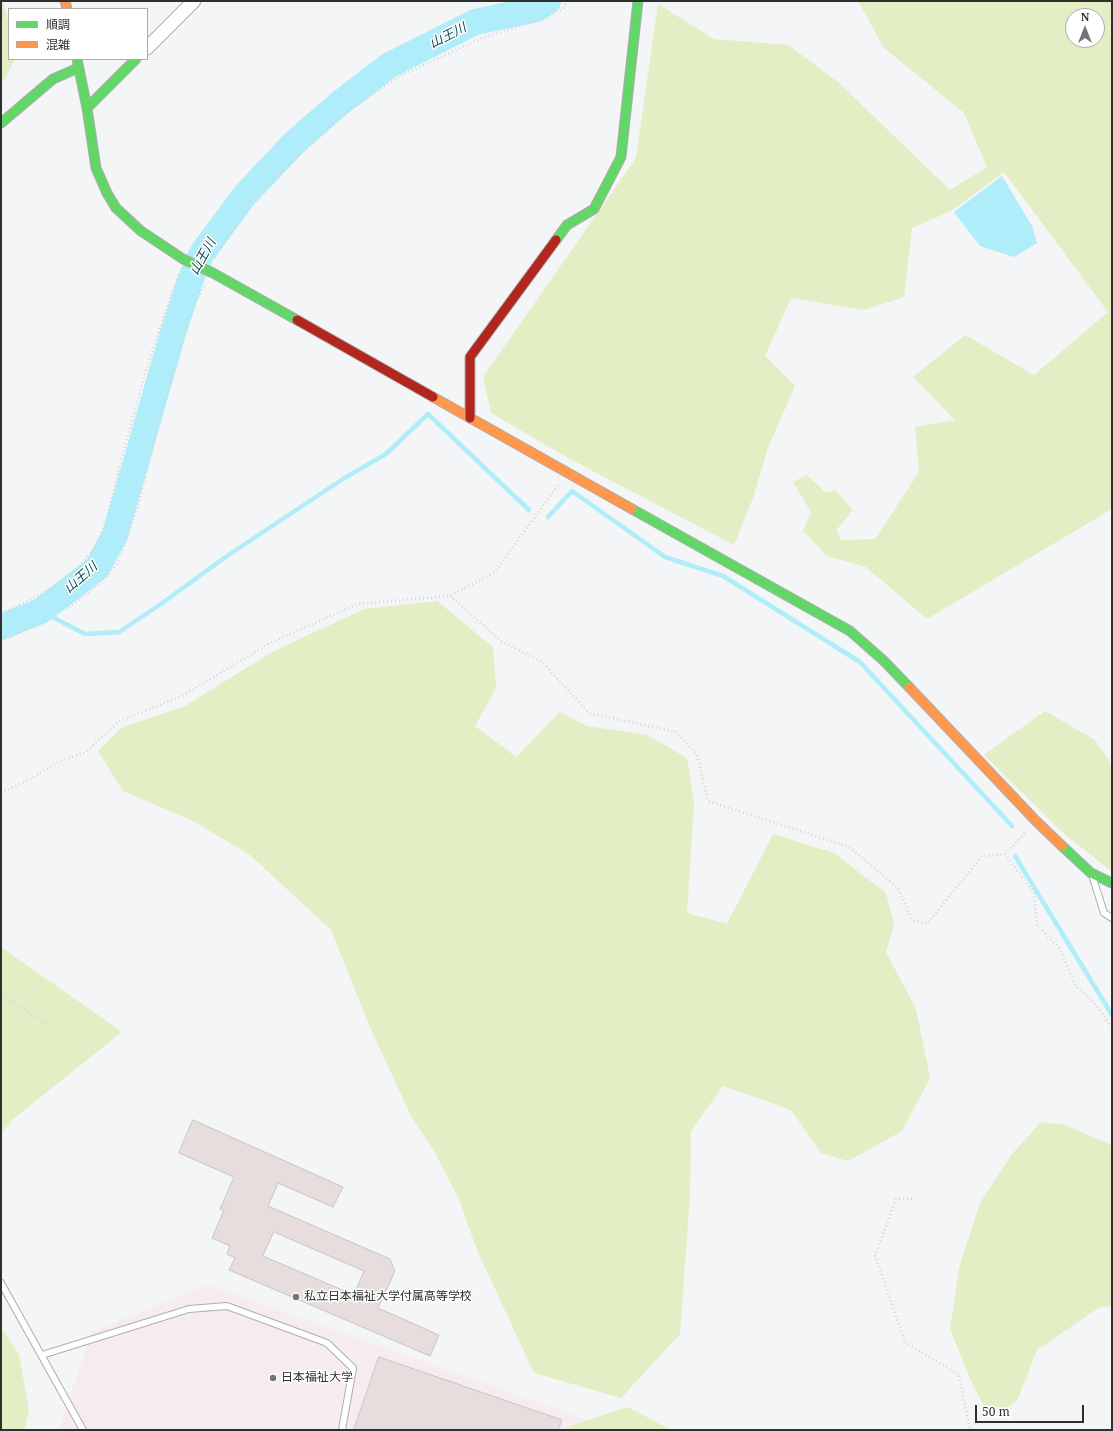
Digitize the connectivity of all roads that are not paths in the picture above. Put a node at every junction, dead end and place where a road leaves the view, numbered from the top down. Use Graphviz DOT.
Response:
graph roads {
  1 [pos="194,1"];
  2 [pos="638,1"];
  3 [pos="148,47"];
  4 [pos="135,60"];
  5 [pos="78,63"];
  6 [pos="86,108"];
  7 [pos="1,123"];
  8 [pos="470,418"];
  9 [pos="1091,873"];
  10 [pos="1112,883"];
  11 [pos="1112,918"];
  12 [pos="1,1283"];
  13 [pos="42,1355"];
  14 [pos="83,1430"];
  15 [pos="342,1430"];
  1 -- 3 [label="street"];
  2 -- 8 [label="street"];
  4 -- 6 [label="street"];
  5 -- 6 [label="street"];
  5 -- 7 [label="street"];
  6 -- 8 [label="street"];
  8 -- 9 [label="street"];
  9 -- 10 [label="street"];
  9 -- 11 [label="lane"];
  12 -- 13 [label="lane"];
  13 -- 14 [label="lane"];
  13 -- 15 [label="lane"];
}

**Exercise:** Although the records above contain pictures, your copy should give only their text, exactly as written.

**Task response:**
Digitize the connectivity of all roads that are not paths in the picture above. Put a node at every junction, dead end and place where a road leaves the view, numbered from the top down. Use Graphviz DOT.
Response:
graph roads {
  1 [pos="194,1"];
  2 [pos="638,1"];
  3 [pos="148,47"];
  4 [pos="135,60"];
  5 [pos="78,63"];
  6 [pos="86,108"];
  7 [pos="1,123"];
  8 [pos="470,418"];
  9 [pos="1091,873"];
  10 [pos="1112,883"];
  11 [pos="1112,918"];
  12 [pos="1,1283"];
  13 [pos="42,1355"];
  14 [pos="83,1430"];
  15 [pos="342,1430"];
  1 -- 3 [label="street"];
  2 -- 8 [label="street"];
  4 -- 6 [label="street"];
  5 -- 6 [label="street"];
  5 -- 7 [label="street"];
  6 -- 8 [label="street"];
  8 -- 9 [label="street"];
  9 -- 10 [label="street"];
  9 -- 11 [label="lane"];
  12 -- 13 [label="lane"];
  13 -- 14 [label="lane"];
  13 -- 15 [label="lane"];
}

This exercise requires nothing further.